Copy the entries exactly. Their pictures do not belong in the copy.

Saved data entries
--- START ---
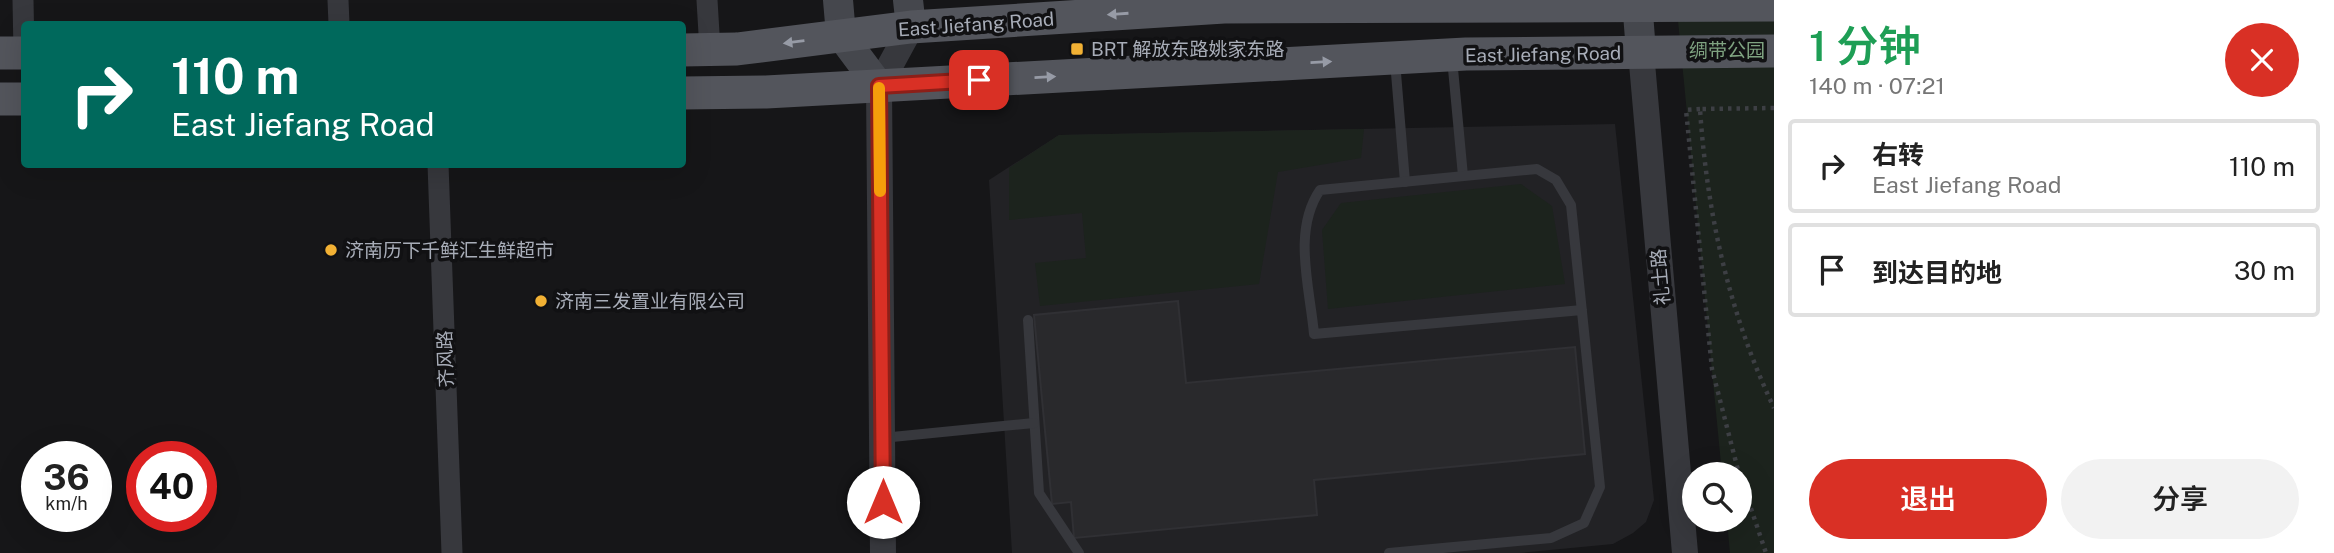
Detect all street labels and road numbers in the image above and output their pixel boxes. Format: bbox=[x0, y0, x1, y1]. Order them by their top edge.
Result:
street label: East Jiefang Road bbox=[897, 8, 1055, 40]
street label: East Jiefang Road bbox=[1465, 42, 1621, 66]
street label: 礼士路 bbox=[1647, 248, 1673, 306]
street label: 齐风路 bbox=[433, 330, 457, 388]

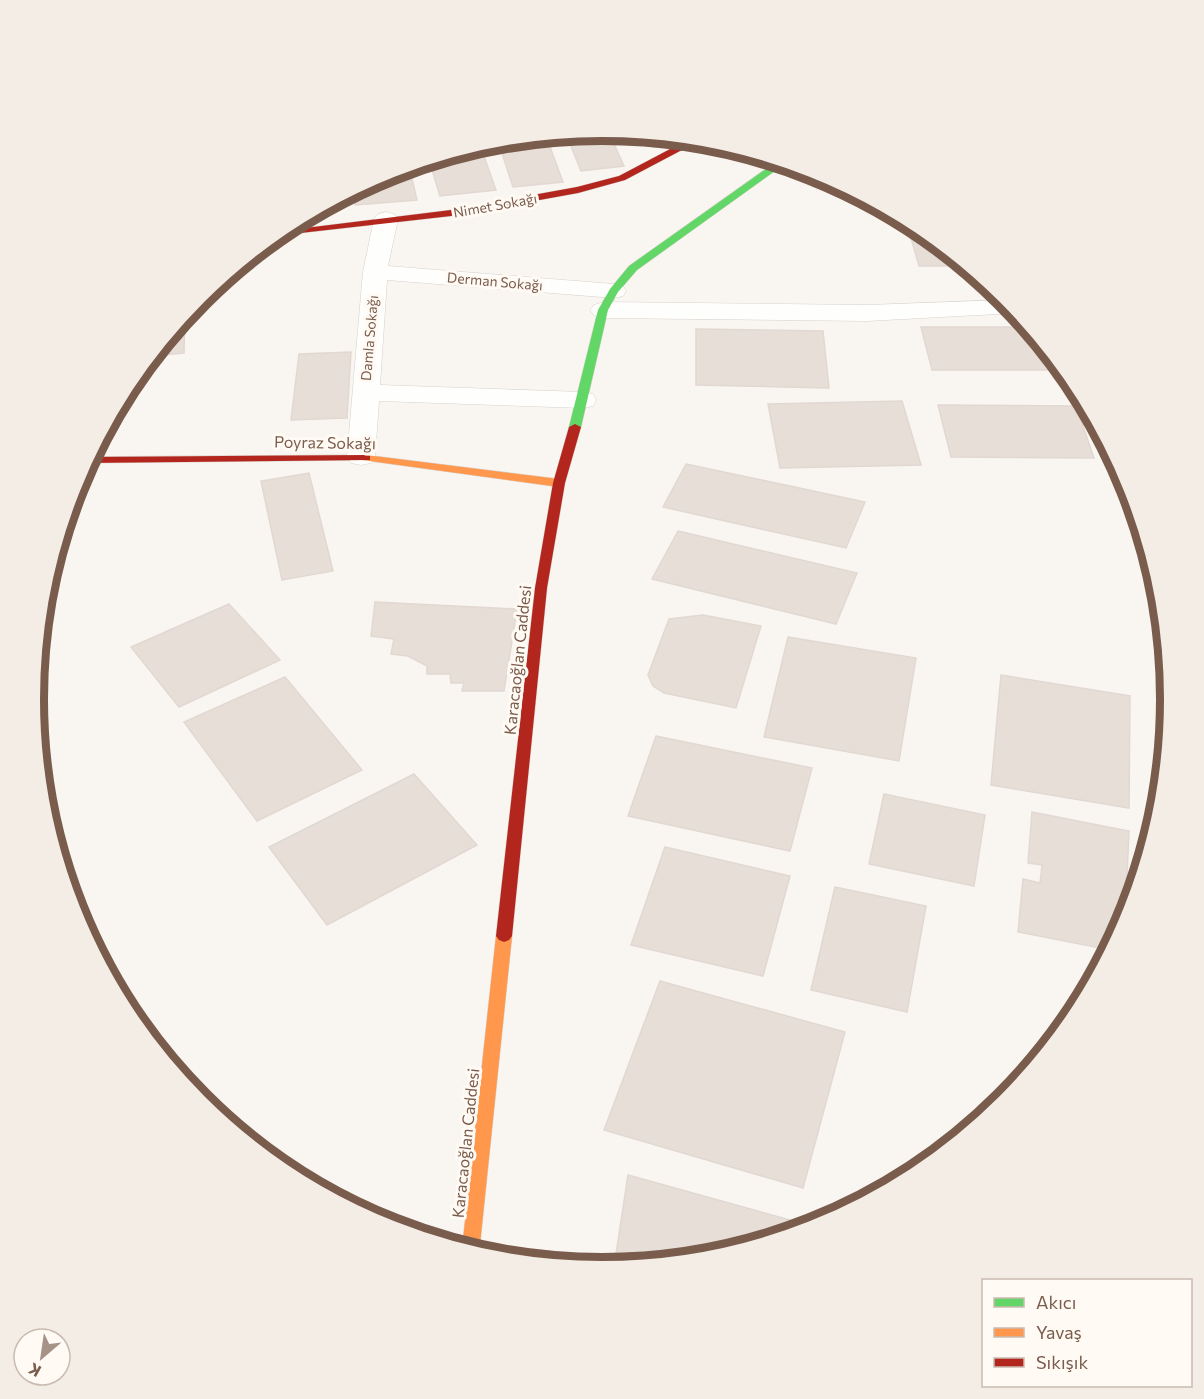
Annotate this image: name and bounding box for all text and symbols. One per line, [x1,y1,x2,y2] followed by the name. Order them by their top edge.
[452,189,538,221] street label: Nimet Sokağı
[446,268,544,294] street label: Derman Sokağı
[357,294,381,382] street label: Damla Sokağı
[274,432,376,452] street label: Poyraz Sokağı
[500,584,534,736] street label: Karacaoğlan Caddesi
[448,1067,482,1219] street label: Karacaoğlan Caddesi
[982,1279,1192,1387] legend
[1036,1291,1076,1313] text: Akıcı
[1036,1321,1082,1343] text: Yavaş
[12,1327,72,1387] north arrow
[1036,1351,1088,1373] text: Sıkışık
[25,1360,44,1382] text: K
--- END ---
TASK ANSWER
Detect all street labels and road numbers in the image above and output their pixel boxes. Format: bbox=[x0, y0, x1, y1]. Order them by their top edge.
Result:
street label: East Jiefang Road bbox=[897, 8, 1055, 40]
street label: East Jiefang Road bbox=[1465, 42, 1621, 66]
street label: 礼士路 bbox=[1647, 248, 1673, 306]
street label: 齐风路 bbox=[433, 330, 457, 388]

Annotate this image: name and bounding box for all text and symbols. One per line, [x1,y1,x2,y2] followed by the name. Order them by their top edge.
[452,189,538,221] street label: Nimet Sokağı
[446,268,544,294] street label: Derman Sokağı
[357,294,381,382] street label: Damla Sokağı
[274,432,376,452] street label: Poyraz Sokağı
[500,584,534,736] street label: Karacaoğlan Caddesi
[448,1067,482,1219] street label: Karacaoğlan Caddesi
[982,1279,1192,1387] legend
[1036,1291,1076,1313] text: Akıcı
[1036,1321,1082,1343] text: Yavaş
[12,1327,72,1387] north arrow
[1036,1351,1088,1373] text: Sıkışık
[25,1360,44,1382] text: K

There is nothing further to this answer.